Stored data entries

----------------------------------------

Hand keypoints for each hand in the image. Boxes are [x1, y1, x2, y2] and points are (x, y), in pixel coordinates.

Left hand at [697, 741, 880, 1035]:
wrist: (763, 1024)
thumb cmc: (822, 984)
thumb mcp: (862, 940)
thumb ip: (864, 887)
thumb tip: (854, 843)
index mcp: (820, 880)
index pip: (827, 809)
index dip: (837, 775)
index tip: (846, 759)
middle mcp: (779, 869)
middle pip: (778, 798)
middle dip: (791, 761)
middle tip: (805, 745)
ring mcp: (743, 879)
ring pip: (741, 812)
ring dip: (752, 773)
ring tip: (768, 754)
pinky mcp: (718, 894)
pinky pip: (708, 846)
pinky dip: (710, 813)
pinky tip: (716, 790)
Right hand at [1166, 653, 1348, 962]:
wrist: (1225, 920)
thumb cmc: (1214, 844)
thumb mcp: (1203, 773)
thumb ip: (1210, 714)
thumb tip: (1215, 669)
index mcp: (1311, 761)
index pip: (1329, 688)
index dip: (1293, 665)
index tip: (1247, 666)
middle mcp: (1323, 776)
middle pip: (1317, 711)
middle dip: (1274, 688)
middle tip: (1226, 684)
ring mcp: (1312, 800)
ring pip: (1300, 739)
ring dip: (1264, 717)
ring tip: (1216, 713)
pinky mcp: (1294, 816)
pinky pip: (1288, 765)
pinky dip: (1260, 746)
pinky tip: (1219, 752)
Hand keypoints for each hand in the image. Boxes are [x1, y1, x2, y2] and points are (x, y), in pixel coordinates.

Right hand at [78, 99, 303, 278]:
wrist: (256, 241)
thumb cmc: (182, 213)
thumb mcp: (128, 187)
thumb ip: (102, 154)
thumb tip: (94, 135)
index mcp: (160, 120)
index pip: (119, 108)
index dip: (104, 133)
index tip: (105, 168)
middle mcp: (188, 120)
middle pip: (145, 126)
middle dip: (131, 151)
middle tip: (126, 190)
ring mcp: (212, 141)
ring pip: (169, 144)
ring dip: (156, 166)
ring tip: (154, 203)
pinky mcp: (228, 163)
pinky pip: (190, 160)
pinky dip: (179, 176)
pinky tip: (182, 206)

----------------------------------------

Copy out the entries in full, exactly as they appear.

Hand keypoints for each hand in the image. Boxes are [x1, y1, x2, y2] and points are (x, y), in pixel coordinates.

Left hand at [697, 741, 880, 1035]:
wrist: (763, 1024)
thumb cmc: (822, 984)
thumb mcp: (862, 940)
thumb ip: (864, 887)
thumb tip: (854, 843)
index mcp: (820, 880)
index pip: (827, 809)
index dip: (837, 775)
index tip: (846, 759)
middle mcp: (779, 869)
middle pip: (778, 798)
middle dip: (791, 761)
middle tip: (805, 745)
ring mcp: (743, 879)
ring pip: (741, 812)
ring dip: (752, 773)
ring tip: (768, 754)
pinky mcp: (718, 894)
pinky pip: (708, 846)
pinky dip: (710, 813)
pinky tip: (716, 790)
Right hand at [1166, 653, 1348, 962]:
wrist: (1225, 920)
thumb cmc: (1214, 844)
thumb mcp: (1203, 773)
thumb ip: (1210, 714)
thumb tip: (1215, 669)
index mcp: (1311, 761)
index pip: (1329, 688)
index dip: (1293, 665)
index tip: (1247, 666)
middle mcp: (1323, 776)
middle pip: (1317, 711)
middle dip: (1274, 688)
middle tip: (1226, 684)
ring mcp: (1312, 800)
ring pip: (1300, 739)
ring dip: (1264, 717)
ring tip: (1216, 713)
pinky mcp: (1294, 816)
pinky pip: (1288, 765)
pinky dip: (1260, 746)
pinky tip: (1219, 752)
Hand keypoints for each hand in the image. Boxes are [x1, y1, x2, y2] and points are (x, y), in pixel coordinates.

Right hand at [78, 99, 303, 278]:
wrist: (256, 241)
thumb cmc: (182, 213)
thumb mcp: (128, 187)
thumb ip: (102, 154)
thumb tip: (94, 135)
index mcp: (160, 120)
index pip: (119, 108)
index dip: (104, 133)
index tip: (105, 168)
middle mcp: (188, 120)
middle pip: (145, 126)
middle dip: (131, 151)
middle tip: (126, 190)
ring mcp: (212, 141)
ring pip: (169, 144)
ring dip: (156, 166)
ring tip: (154, 203)
pinky mcp: (228, 163)
pinky pip: (190, 160)
pinky dip: (179, 176)
pinky tip: (182, 206)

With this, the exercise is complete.